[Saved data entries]

--- START ---

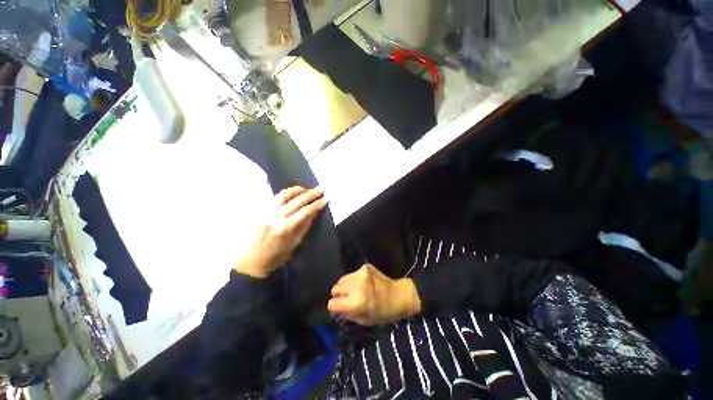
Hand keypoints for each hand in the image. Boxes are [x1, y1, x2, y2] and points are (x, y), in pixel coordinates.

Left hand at [234, 186, 326, 278]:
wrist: (254, 261)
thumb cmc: (278, 255)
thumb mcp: (296, 242)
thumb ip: (305, 224)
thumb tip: (315, 210)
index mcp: (285, 228)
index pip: (305, 211)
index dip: (317, 204)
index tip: (326, 198)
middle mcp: (275, 217)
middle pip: (296, 200)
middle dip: (311, 194)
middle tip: (321, 189)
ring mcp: (266, 212)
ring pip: (284, 194)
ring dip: (298, 190)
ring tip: (307, 189)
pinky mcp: (261, 211)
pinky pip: (275, 197)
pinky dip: (287, 193)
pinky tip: (294, 193)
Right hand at [327, 264, 420, 325]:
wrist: (398, 295)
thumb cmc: (383, 313)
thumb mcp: (363, 321)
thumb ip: (346, 314)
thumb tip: (334, 309)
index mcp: (356, 302)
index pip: (332, 304)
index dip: (335, 307)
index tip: (340, 308)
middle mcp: (356, 285)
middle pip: (335, 289)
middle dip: (340, 295)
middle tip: (349, 299)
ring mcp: (361, 273)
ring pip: (342, 280)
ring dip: (346, 286)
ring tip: (356, 290)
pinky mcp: (365, 267)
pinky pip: (351, 274)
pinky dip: (354, 280)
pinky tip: (363, 283)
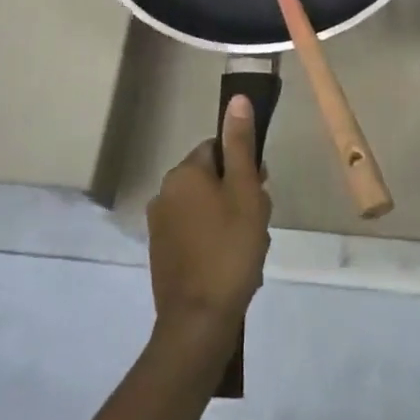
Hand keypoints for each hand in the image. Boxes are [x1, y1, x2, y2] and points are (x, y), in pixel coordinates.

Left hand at [145, 94, 271, 352]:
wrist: (198, 321)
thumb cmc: (229, 248)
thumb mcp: (245, 191)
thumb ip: (241, 144)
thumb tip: (237, 98)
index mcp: (183, 173)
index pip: (218, 149)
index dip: (244, 167)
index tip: (259, 191)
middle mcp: (164, 192)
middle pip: (211, 178)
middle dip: (237, 195)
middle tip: (257, 223)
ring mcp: (159, 225)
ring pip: (205, 207)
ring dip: (228, 219)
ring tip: (248, 249)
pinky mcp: (161, 253)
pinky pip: (194, 232)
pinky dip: (213, 241)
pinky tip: (230, 263)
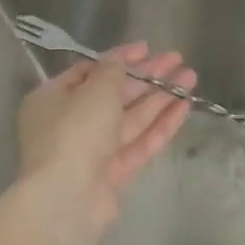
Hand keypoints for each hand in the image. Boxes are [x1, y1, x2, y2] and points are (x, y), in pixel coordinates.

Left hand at [17, 43, 194, 233]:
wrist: (68, 196)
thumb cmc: (74, 131)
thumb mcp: (94, 89)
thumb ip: (113, 70)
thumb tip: (121, 60)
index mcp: (53, 99)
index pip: (89, 72)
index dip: (120, 59)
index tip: (147, 48)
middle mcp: (71, 123)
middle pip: (115, 95)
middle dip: (147, 77)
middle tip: (177, 60)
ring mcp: (94, 151)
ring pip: (132, 118)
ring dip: (161, 97)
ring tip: (190, 78)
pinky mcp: (115, 173)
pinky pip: (141, 142)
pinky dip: (162, 124)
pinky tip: (184, 106)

--- END ---

• WHAT TO DO
Every line from the one holding "pinky tip: (363, 283)" through the last line of the entries above, and nothing else, is to be restated word for word. Pictures stay out.

• COMPLETED EXERCISE
pinky tip: (363, 283)
Hand keypoints for each hand in the image. Boxes are [x1, y1, x2, y2] and points are (x, y), in pixel coordinates.

Left hand at [145, 94, 271, 352]:
wrist: (198, 321)
thumb cmc: (229, 248)
thumb mcp: (245, 191)
thumb ip: (241, 144)
thumb tip: (237, 98)
index mcp: (183, 173)
index pip: (218, 149)
index dip: (244, 167)
index tip: (259, 191)
middle mcp: (164, 192)
middle pip: (211, 178)
middle dip: (237, 195)
middle tip: (257, 223)
ring mcp: (159, 225)
ring pip: (205, 207)
ring dip: (228, 219)
ring tip: (248, 249)
pinky mcp: (161, 253)
pinky pip: (194, 232)
pinky dip: (213, 241)
pinky tip: (230, 263)
Hand keypoints for each hand in the image. Boxes are [x1, y1, x2, y2] and points are (x, y), in pixel coordinates.

Left hand at [17, 43, 194, 233]:
wrist: (68, 196)
thumb cmc: (74, 131)
thumb mcp: (94, 89)
thumb ip: (113, 70)
thumb tip: (121, 60)
index mcp: (53, 99)
index pip: (89, 72)
index dip: (120, 59)
index tip: (147, 48)
middle mcp: (71, 123)
middle pip: (115, 95)
middle dip: (147, 77)
middle tip: (177, 60)
ring mcp: (94, 151)
ring pip: (132, 118)
ring dip: (161, 97)
ring tip: (190, 78)
pinky mcp: (115, 173)
pinky pip: (141, 142)
pinky dip: (162, 124)
pinky tip: (184, 106)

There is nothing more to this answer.